Fortunately, if a party benefiting by a transfer into joint title during a marriage is successful in overcoming the presumption of undue influence, the transferring spouse retains her or his right of reimbursement under Family Code Section 2640. And if a party asserting the validity of an interspousal transmutation is not able to rebut the presumption of undue influence and the transaction is set aside, then there is a possibility that the community can recover its ownership interest acquired during the marriage during the years of ownership as a result of payments made on the principal loan paydown using one of several versions of the Moore/Marsden formula.

Another issue that may arise if the presumption is not overcome is whether there is a presumption of a gift from the community for improvements made to a spouse’s separate property. Three recent cases explicitly discarded the gift presumption for improvements, holding that any application of community property funds to improve one spouse’s separate property requires reimbursement, regardless of consent. Trial courts are free to choose whether to follow this holding in Marriage of Wolfe, 91 Cal.App.4th 962, 110 Cal.Rptr.2d 921 (2001), Marriage of Allen, 96 Cal.App.4th 497, 116 Cal.Rptr.2d 887 (2002) and Bono v. Clark, 103 Cal.App.4th 1409, 128 Cal.Rptr.2d 31 (2002) or the holdings in Marriage of Frick, 181 Cal.App.3d337, 226 Cal.Rptr.766 (1986) and Marriage of Camire, 105 Cal.App.3d 859, 164 Cal.Rptr.667 (1980) [reimbursement only if unconsented-to use of community funds]. Wolf, Allen and Bono also held that the community may be entitled to an interest in the property itself to the extent that the capital improvements increased the value of the property.

Marriage of Feldman, 153 Cal.App.4th 1470, 64 Cal.Rptr.3d 29 is the latest and most important case on the issue of full disclosure, as it relates to fiduciary duty. Family Code § 1100(e) requires spouses "to make full disclosure to the other spouse of all material facts and information regarding the existence, characterization and valuation of all assets in which the community has or may have an interest." This includes a duty to give "an immediate, full, and accurate update or augmentation [to any prior disclosures] to the extent there have been any material changes" and requires a spouse to provide upon request, "true and full information affecting any transaction which concerns the community property." Furthermore, while a spouse is not required by this duty to disclose to constantly update every insignificant occurrence in the operation of a business, there is no "ordinary course of business" exception to a spouse's duty to disclose and it is no defense that an asset and liability offset each other.
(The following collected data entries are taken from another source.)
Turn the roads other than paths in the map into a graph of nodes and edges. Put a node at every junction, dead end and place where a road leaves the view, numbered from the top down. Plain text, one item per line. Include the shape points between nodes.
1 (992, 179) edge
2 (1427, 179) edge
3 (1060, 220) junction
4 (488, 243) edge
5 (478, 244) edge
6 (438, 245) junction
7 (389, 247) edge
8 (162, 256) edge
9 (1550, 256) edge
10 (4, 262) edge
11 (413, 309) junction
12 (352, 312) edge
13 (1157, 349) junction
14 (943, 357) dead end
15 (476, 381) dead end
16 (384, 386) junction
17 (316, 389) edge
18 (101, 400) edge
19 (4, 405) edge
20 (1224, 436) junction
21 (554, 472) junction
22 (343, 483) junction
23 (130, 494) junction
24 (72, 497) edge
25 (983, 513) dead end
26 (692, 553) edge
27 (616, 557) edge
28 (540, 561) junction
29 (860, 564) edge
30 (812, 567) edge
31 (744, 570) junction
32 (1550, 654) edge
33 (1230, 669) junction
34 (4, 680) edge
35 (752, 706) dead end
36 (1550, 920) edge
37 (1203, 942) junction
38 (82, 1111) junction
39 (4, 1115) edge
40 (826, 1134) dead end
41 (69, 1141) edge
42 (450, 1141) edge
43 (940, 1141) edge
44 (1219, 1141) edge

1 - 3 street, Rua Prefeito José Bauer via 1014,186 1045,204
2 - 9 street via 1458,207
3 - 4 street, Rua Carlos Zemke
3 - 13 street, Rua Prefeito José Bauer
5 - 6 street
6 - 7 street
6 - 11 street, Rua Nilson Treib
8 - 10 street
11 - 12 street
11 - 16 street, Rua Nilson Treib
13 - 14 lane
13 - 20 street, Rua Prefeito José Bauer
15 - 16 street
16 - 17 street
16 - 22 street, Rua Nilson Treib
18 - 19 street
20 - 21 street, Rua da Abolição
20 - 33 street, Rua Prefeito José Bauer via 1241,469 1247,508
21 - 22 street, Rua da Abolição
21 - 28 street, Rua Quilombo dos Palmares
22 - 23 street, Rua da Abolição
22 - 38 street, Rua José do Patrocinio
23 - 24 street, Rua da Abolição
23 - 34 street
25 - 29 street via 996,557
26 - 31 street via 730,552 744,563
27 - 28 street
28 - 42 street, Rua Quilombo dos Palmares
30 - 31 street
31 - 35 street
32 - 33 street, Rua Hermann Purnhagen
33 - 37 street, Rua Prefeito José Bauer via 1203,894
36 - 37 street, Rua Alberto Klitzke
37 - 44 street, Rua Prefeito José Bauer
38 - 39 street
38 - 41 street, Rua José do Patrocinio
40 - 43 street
Sanctions may be awarded for nondisclosure of financial information in dissolution proceedings both under Family Code Section 271 (frustrating policy promoting settlement) and Family Code Section 2107 (fiduciary duty of disclosure in dissolution proceedings.) No showing of harm to a Party is required before a Court can impose such sanctions.

All of these cases, their holdings and the formulas developed to determine the correct division of community property assets are quite complicated, even for seasoned family law attorneys. You will definitely need an attorney very familiar with these cases and their applications in order to fairly settle or litigate your dissolution of marriage action. Please let the attorney you hire know right away that you might have such a situation in your divorce or probate case.